THE Boston Phoenix: Cellars by Starlight
BY BRETT MILANO
SAD ROMANTIC: like the best break-up albums, Francine's 28 Plastic Blue Versions
of Endings Without You makes its point as much through the music as through
the lyrics
Sometime last year, I ran into Francine frontman Clayton Scoble in the audience
at the Middle East, where he was nursing both a recently broken heart and a
recently drawn pint of Sam Adams. "Wait till you hear the songs I've been
writing," he confided. "It's going to be the ultimate romantic loser
album."
That's not necessarily what you'd expect a songwriter like Scoble to come up
with, given his love for intricate wordplay and subtly winding but ultimately
catchy melodies. Both are present on Francine's second album, 28 Plastic Blue
Versions of Endings Without You (Q Division), but it's also clear that Scoble
has stuck with his original concept for the album and largely redefined
the sound of the band in the process. Whereas Francine's 2000 Q Division debut,
40 on a Fall Day, was a lively guitar-driven affair, the new one sounds lonely
and introverted, heavy on keyboards and loops; and instead of singing straight
through the material, Scoble often essays an intimate, half-spoken delivery.
And though his lyrics refuse to spell everything out, the mood and imagery of
the disc reflect the circumstances under which it was made.
"I'd stop on the way home from work and buy a bottle of wine; then I'd
sit up and write all night, "he recalls over a burger at Cambridge Common.
And so he wound up writing the kind of song that he'd avoided in the past. If
you go back through his catalogue, which includes a stint in Aimee Mann's band
(and a co-writing credit on her last album) as well as co-fronting Poundcake
before launching Francine in 1998, you won't find many love songs, happy or
otherwise.
"I don't think I ever cared much about break-up records before, even when
I was listening to them," he continues. "I was always too much of
a curmudgeon about it -I thought it was megalomaniacal to write those kinds
of songs, and I used to make fun of people who wrote them. But lately I've been
listening to things like Beck's new album [Sea Change] -yeah, it's pedestrian
and prosaic, but it's so plainspoken that it just killed me. The problem is
that most break-up albums have a common theme running through them: someone's
feeling angry because they've been used. I didn't have that. I had something
worse, which is coming out of a relationship feeling that the other person had
no use for you at all. I was feeling like I'd pay money to have been used."
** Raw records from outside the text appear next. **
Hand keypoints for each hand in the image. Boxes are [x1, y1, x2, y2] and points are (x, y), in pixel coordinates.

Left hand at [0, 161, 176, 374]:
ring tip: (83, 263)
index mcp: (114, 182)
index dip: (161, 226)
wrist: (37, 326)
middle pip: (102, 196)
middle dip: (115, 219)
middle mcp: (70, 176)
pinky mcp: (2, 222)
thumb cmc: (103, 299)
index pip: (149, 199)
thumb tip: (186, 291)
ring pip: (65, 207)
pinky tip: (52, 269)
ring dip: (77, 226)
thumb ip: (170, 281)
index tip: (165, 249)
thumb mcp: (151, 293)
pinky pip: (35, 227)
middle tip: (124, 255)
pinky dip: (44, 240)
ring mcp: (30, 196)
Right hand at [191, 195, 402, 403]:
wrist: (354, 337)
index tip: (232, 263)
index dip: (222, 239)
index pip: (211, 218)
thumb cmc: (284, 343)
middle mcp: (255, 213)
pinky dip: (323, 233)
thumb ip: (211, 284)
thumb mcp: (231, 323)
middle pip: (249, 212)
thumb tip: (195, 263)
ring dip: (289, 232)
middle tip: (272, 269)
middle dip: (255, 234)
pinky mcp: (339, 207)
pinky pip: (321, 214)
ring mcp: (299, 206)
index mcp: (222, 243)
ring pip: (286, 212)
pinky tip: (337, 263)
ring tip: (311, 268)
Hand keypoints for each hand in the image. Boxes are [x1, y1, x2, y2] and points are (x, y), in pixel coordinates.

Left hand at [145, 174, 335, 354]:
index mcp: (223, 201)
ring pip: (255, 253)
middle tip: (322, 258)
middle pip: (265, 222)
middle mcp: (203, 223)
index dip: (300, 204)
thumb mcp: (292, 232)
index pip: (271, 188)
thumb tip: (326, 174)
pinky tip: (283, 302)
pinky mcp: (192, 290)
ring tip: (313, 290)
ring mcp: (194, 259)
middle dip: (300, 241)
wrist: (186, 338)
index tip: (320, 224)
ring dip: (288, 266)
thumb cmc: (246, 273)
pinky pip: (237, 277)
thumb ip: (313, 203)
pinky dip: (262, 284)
Like the best break-up albums, 28 Plastic Blue Versions of Endings Without You
makes its point as much through the music as through the lyrics. That's largely
because Scoble's heartbreak didn't completely alter his writing style. He prefers
elliptical arrangements, in this case for self-protective reasons. " I
don't think I have the balls to really pull a page out of my diary and put it
in a song. The details are in there, but I also cover my trail pretty well -
that's a leftover from my discovering how much fun it is to write really cubist,
nonsensical lyrics. On this one I split the difference -a lot of it is pretty
private, but people might figure out the references."
One prime example would be "Novelty," which focuses on finding two
ice-cream pops left in the fridge. "They were real," he interjects."She
brought them over the last time we were together. I didn't have the heart to
eat them, so I kept them there until someone finally took them away."
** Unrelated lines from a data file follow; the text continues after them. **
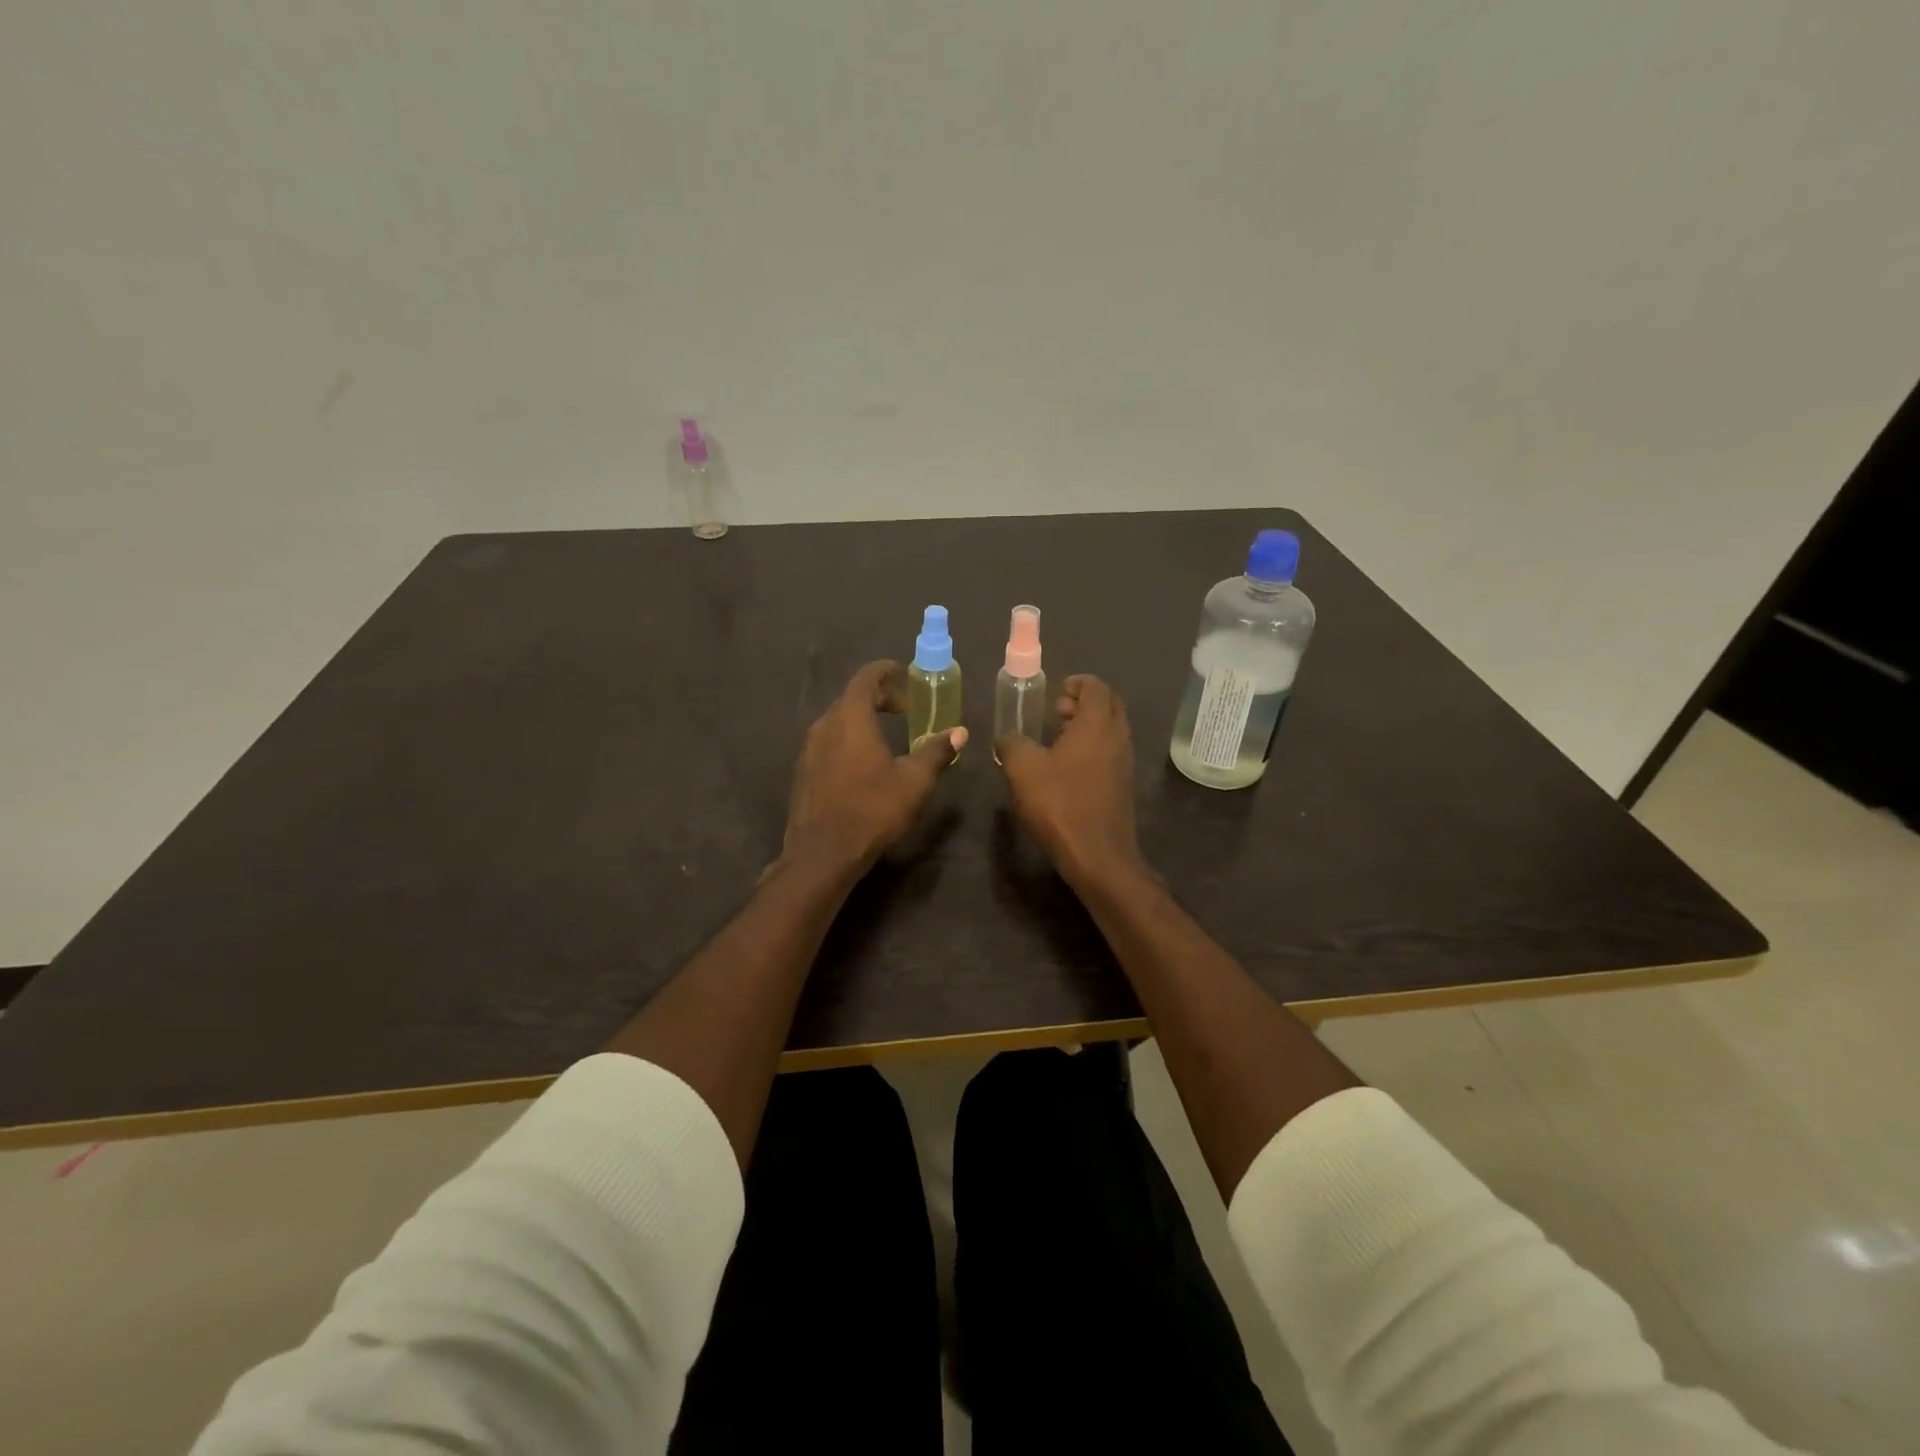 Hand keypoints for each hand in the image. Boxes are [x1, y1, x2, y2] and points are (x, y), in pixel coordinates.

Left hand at [778, 660, 967, 875]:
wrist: (822, 853)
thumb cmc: (872, 810)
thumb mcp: (914, 782)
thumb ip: (936, 752)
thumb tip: (960, 732)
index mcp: (851, 719)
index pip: (865, 678)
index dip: (884, 671)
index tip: (902, 673)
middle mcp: (824, 726)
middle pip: (850, 698)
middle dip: (878, 697)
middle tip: (904, 708)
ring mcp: (808, 750)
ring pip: (837, 722)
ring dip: (861, 720)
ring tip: (885, 735)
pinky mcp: (802, 773)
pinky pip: (827, 743)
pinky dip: (847, 740)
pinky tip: (862, 764)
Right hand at [995, 674, 1146, 890]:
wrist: (1097, 855)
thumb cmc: (1060, 803)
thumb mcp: (1023, 768)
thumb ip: (1011, 743)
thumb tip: (1006, 738)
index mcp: (1097, 724)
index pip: (1096, 687)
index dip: (1077, 682)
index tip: (1057, 690)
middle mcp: (1118, 737)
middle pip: (1109, 705)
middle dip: (1084, 702)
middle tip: (1057, 711)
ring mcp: (1124, 763)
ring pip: (1111, 731)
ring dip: (1088, 727)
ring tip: (1057, 739)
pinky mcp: (1123, 786)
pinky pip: (1110, 753)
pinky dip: (1092, 748)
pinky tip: (1065, 768)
The studio process for the new album also represented a change: Scoble, guitarist
Albert Gualtieri, bassist Sean Connelly, and drummer Steve Scully were joined
by producer and Jack Drag mastermind John Dragonetti, who's credited with playing
unnamed instruments. Given his history as an ace remixer/programmer and one-man
band -and taking into account the disc's heavy use of loops and keyboards -you
might well assume that Dragonetti got heavily involved in reshaping the songs,
bringing elements of the Jack Drag sound to the production. But both parties
minimize Dragonetti's influence on the album.
"I felt they already had it all down," Dragonetti points out. "In
the back of your mind, you don't want to interfere, and it came more down to
me being a moderator." And it turns out that Scoble handled much of the
looping and keyboard playing himself. "A lot of the loops and keyboard
parts were flown in right from my demos," he explains. "In part that
was because I'm such a crappy keyboard player that I didn't want to have to
play the parts again." Former Baby Ray bassist Paul Simonoff has since
signed on as Francine's full-time keyboardist.
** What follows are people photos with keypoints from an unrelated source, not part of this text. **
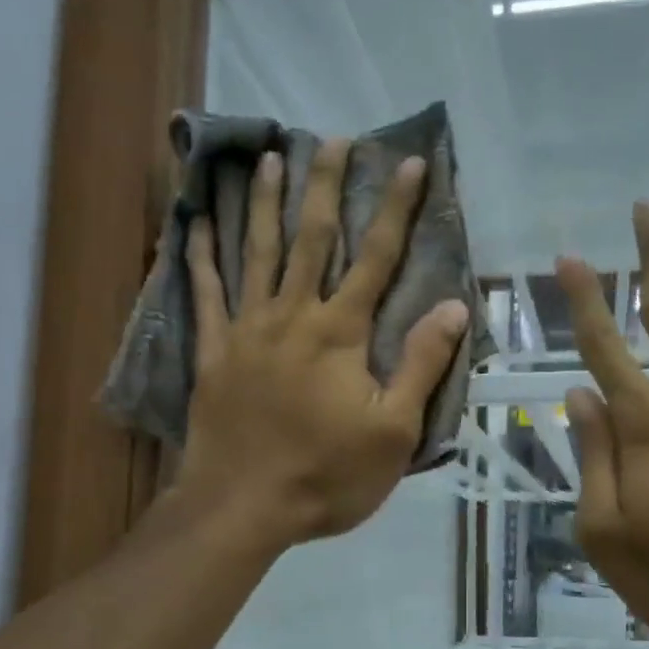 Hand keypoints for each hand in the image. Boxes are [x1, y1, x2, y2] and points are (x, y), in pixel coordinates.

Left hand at [176, 138, 470, 549]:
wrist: (242, 509)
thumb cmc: (326, 476)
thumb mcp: (393, 432)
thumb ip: (420, 365)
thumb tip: (453, 306)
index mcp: (339, 333)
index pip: (376, 258)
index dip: (396, 209)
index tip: (409, 163)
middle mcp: (291, 316)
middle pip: (311, 239)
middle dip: (325, 186)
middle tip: (332, 139)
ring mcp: (245, 331)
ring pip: (256, 253)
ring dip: (266, 204)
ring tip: (269, 158)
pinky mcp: (212, 353)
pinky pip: (203, 295)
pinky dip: (199, 258)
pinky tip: (195, 225) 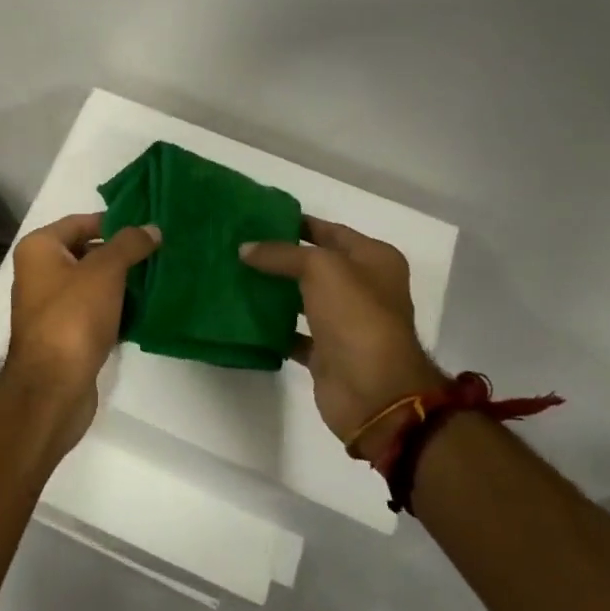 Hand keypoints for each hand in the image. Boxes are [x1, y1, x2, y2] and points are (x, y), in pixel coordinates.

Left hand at [3, 212, 160, 452]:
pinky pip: (93, 310)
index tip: (148, 227)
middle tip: (159, 251)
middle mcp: (38, 272)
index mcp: (39, 249)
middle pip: (86, 251)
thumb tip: (152, 228)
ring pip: (92, 283)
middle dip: (121, 253)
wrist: (53, 387)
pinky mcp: (63, 334)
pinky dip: (115, 307)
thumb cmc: (73, 317)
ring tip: (158, 276)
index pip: (80, 222)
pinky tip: (143, 308)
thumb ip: (129, 244)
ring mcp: (49, 305)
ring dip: (121, 282)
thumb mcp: (105, 271)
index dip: (114, 222)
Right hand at [241, 217, 446, 455]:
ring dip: (274, 290)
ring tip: (235, 274)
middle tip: (239, 245)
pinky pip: (294, 332)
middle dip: (280, 257)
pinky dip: (272, 326)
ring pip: (303, 298)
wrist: (374, 392)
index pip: (331, 231)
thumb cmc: (357, 316)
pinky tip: (243, 314)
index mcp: (375, 260)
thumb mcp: (320, 268)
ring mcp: (345, 322)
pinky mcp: (327, 353)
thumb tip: (245, 249)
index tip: (259, 218)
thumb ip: (281, 254)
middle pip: (315, 265)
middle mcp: (364, 288)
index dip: (297, 223) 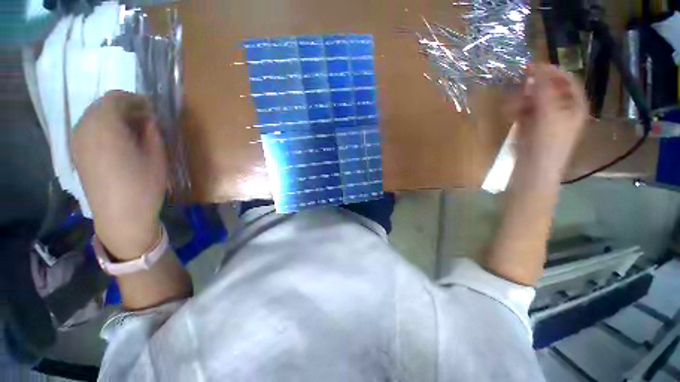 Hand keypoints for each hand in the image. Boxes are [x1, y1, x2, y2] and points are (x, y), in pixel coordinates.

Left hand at [72, 91, 166, 259]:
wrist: (120, 215)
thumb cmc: (143, 184)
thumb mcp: (157, 155)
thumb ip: (151, 131)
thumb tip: (148, 118)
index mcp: (106, 125)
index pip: (116, 98)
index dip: (135, 99)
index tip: (151, 109)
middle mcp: (85, 128)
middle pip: (102, 105)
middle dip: (124, 107)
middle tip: (144, 119)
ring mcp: (77, 141)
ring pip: (94, 116)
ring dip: (113, 117)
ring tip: (133, 131)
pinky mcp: (77, 153)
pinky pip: (89, 129)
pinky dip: (103, 128)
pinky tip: (117, 141)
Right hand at [514, 64, 587, 176]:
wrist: (533, 171)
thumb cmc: (546, 143)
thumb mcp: (548, 114)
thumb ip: (543, 90)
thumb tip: (536, 67)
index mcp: (574, 105)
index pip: (567, 80)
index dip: (552, 72)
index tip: (533, 67)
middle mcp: (562, 110)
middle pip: (549, 89)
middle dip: (533, 88)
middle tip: (520, 87)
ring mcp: (546, 120)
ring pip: (534, 101)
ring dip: (522, 100)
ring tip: (512, 106)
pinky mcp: (531, 128)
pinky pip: (525, 112)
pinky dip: (517, 111)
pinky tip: (510, 114) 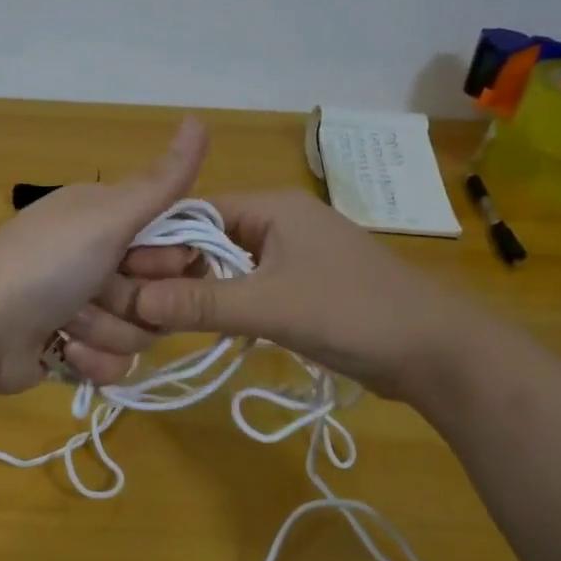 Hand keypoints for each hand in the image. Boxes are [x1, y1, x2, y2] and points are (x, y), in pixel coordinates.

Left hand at [0, 118, 208, 393]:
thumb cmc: (45, 263)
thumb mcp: (108, 215)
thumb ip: (162, 180)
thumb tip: (200, 118)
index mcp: (110, 221)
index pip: (177, 245)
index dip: (170, 262)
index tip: (141, 262)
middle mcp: (102, 261)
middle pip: (163, 294)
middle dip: (134, 302)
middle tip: (98, 292)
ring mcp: (89, 308)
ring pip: (141, 334)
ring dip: (106, 331)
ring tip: (68, 322)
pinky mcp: (77, 350)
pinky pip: (116, 364)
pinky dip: (91, 360)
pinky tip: (63, 349)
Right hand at [124, 189, 484, 399]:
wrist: (436, 352)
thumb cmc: (353, 313)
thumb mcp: (270, 307)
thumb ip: (201, 303)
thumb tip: (133, 303)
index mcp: (273, 208)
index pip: (196, 212)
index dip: (157, 241)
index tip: (124, 275)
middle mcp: (280, 222)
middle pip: (208, 237)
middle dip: (172, 267)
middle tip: (135, 302)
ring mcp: (293, 255)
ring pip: (226, 264)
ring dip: (196, 287)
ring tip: (156, 315)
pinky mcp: (302, 285)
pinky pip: (247, 285)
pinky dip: (222, 301)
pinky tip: (199, 324)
Scoble's fears that Francine's fans wouldn't buy the new sound were laid to
rest when the band debuted the material on 28 Plastic Blue Versions of Endings
Without You at their recent CD release show, a sold-out, sit-down affair at
the Institute of Contemporary Art. They'll play a more traditional gig at the
Middle East next Saturday, April 5. In the meantime, Scoble is in search of
inspiration for some more cheerful, more aggressive songs for the next Francine
album. " I'm happy with the new album, and I'm looking forward to playing
the songs live, but only for a finite period of time. It's not excruciating
to play them, but it is a little rough. And I'm sure the band feel that way
as well. When they heard the material for the first time, they said, That's
cool, we're behind this. But we only want to do it for this one record, so you'd
better get it out of your system.' "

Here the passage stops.